Nous estimons que cette façon d'agir constitue un encouragement à
la paresse et à l'inaction. Cela risque d'empêcher aux
chrétiens de prendre des initiatives personnelles susceptibles d'assurer
leur épanouissement économique et social. Et de plus,
l'organisation exagérée des ces services désengage de plus
en plus les participants à la résolution de la crise
pluridimensionnelle qui ne cesse de ravager la population haïtienne en
général et celle du Cap-Haïtien en particulier. Le seul fait
pour un Chrétien ou une communauté de chrétiens de passer
tout son temps à jeûner et à prier est insuffisant pour
pouvoir résoudre les différents problèmes
matériels.
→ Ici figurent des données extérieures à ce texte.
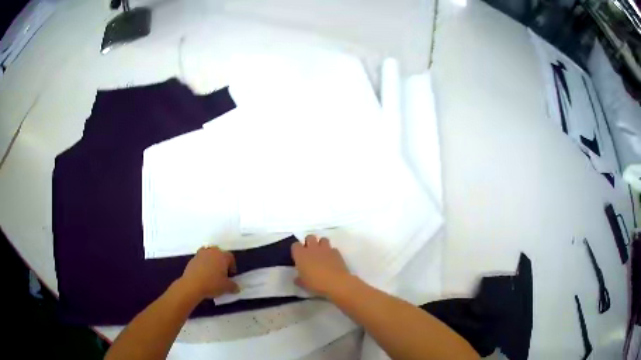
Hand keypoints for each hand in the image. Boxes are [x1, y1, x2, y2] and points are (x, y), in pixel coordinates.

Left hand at [180, 246, 238, 299]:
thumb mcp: (227, 287)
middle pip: (219, 254)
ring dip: (211, 262)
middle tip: (222, 274)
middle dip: (221, 262)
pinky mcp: (192, 259)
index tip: (231, 276)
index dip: (232, 267)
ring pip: (209, 256)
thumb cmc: (212, 284)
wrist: (192, 285)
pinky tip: (203, 275)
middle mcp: (212, 251)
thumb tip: (236, 287)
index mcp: (222, 256)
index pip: (230, 257)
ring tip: (211, 273)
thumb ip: (234, 286)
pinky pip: (201, 260)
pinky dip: (203, 265)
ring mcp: (201, 254)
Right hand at [291, 235, 350, 296]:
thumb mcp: (303, 284)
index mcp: (301, 255)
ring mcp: (326, 249)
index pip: (295, 245)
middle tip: (310, 253)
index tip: (298, 257)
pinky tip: (332, 260)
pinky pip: (333, 248)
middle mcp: (312, 248)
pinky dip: (331, 252)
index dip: (297, 250)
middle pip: (309, 237)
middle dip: (309, 243)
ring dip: (321, 245)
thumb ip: (299, 279)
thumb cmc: (316, 284)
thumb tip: (297, 278)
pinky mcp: (337, 252)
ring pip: (323, 239)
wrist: (336, 283)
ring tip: (322, 254)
La bible a bien fait remarquer que le jeûne et la
prière ne peuvent être une source de bénédiction
matérielle que lorsqu'ils sont pratiqués selon les normes et
conditions établies par Dieu lui-même.
Le Travail occupe une très grande fonction dans le
développement personnel de chaque individu et celui également de
sa communauté. Toutes les grandes inventions de la science sont dues au
labeur incessant des scientifiques; ainsi beaucoup de bonnes choses sont
possibles grâce au Travail et rien de positif ne peut être fait
avec un comportement de passif et de paresseux. Le chrétien haïtien
en tant qu'être humain doit prendre conscience que quiconque ne veut pas
travailler n'aura pas non plus droit à la nourriture ( 2 Thess. 3:10).
Il est temps pour que tout un chacun le sache, l'organisation de façon
incontrôlée de services de jeûne et de prière
n'apportera pas les solutions souhaitées aux différents
problèmes matériels que confrontent l'église
haïtienne et la nation tout entière. Mais, les problèmes
matériels peuvent être résolus en combinant la
prière et le travail. Le chrétien, particulièrement, doit
mettre en oeuvre l'intelligence que Dieu a mise en lui pour acquérir les
biens matériels dont il a besoin pour vivre sur cette terre. Il doit
prier et jeûner selon les conditions et les normes établies par la
bible, la parole révélatrice de Dieu et de son fils Jésus
Christ.
Ce travail de recherche ne veut nullement déconseiller
les chrétiens à la pratique du jeûne et de la
prière. Au contraire, nous voulons aider nos frères et soeurs
chrétiens à faire le bon usage du jeûne et de la
prière conformément aux prescrits de la bible. Nous voulons
inciter les Chrétiens haïtiens à être dynamiques en
tant que fils et filles du Dieu Intelligent et Laborieux qui a
créé l'homme à son image et selon sa ressemblance pour
dominer et régner sur toute la terre ( Gen. 1:26). En traitant ce
thème, nous ne faisons que rejoindre d'autres théologiens
haïtiens tels le pasteur Jules Casséus, le Pasteur Joël D.
Alexandre, pour ne citer que ceux-là, qui ont toujours lutté,
à travers leurs écrits, à faire de l'église
haïtienne le sel et la lumière de la société, tout en
traitant le rapport que l'église haïtienne devrait entretenir avec
la société haïtienne pour une meilleure condition de vie des
chrétiens tant sur le plan matériel que spirituel.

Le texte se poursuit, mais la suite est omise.